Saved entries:
■ ■ ■ ■ ■ ■ ■

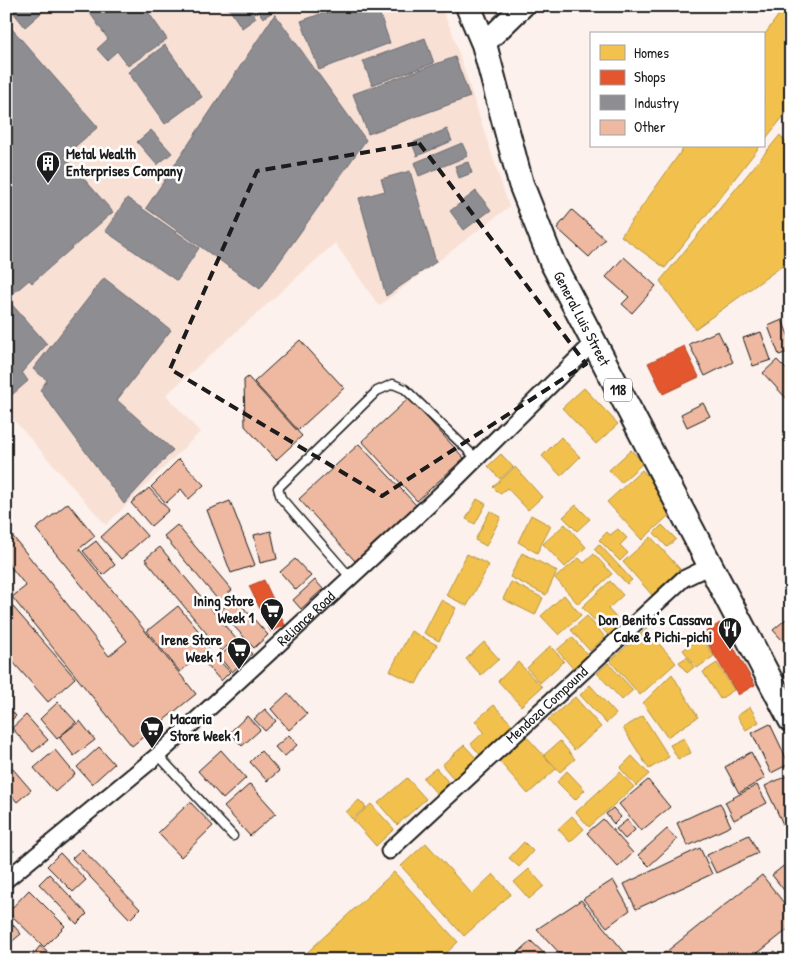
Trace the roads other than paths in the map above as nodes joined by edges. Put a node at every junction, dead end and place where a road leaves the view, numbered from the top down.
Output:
1 (468, 6) edge
2 (523, 6) edge
3 (484, 44) junction
4 (593, 343) junction
5 (477, 459) junction
6 (710, 566) junction
7 (350, 577) junction
8 (791, 720) edge
9 (158, 755) junction
10 (233, 836) dead end
11 (389, 851) dead end
12 (6, 880) edge

1 - 3 main road, General Luis Street / 118
2 - 3 main road
3 - 4 main road, General Luis Street / 118
4 - 5 street, Reliance Road
4 - 6 main road, General Luis Street / 118
5 - 7 street, Reliance Road
5 - 7 lane
6 - 8 main road, General Luis Street / 118
6 - 11 street, Mendoza Compound
7 - 9 street, Reliance Road
9 - 10 lane
9 - 12 street, Reliance Road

■ ■ ■ ■ ■ ■ ■

WHAT THE TASK ASKS: Keep every word of the lines above unchanged in the copy, and omit the pictures.

SOLVED PROBLEM:
Trace the roads other than paths in the map above as nodes joined by edges. Put a node at every junction, dead end and place where a road leaves the view, numbered from the top down.
Output:
1 (468, 6) edge
2 (523, 6) edge
3 (484, 44) junction
4 (593, 343) junction
5 (477, 459) junction
6 (710, 566) junction
7 (350, 577) junction
8 (791, 720) edge
9 (158, 755) junction
10 (233, 836) dead end
11 (389, 851) dead end
12 (6, 880) edge

1 - 3 main road, General Luis Street / 118
2 - 3 main road
3 - 4 main road, General Luis Street / 118
4 - 5 street, Reliance Road
4 - 6 main road, General Luis Street / 118
5 - 7 street, Reliance Road
5 - 7 lane
6 - 8 main road, General Luis Street / 118
6 - 11 street, Mendoza Compound
7 - 9 street, Reliance Road
9 - 10 lane
9 - 12 street, Reliance Road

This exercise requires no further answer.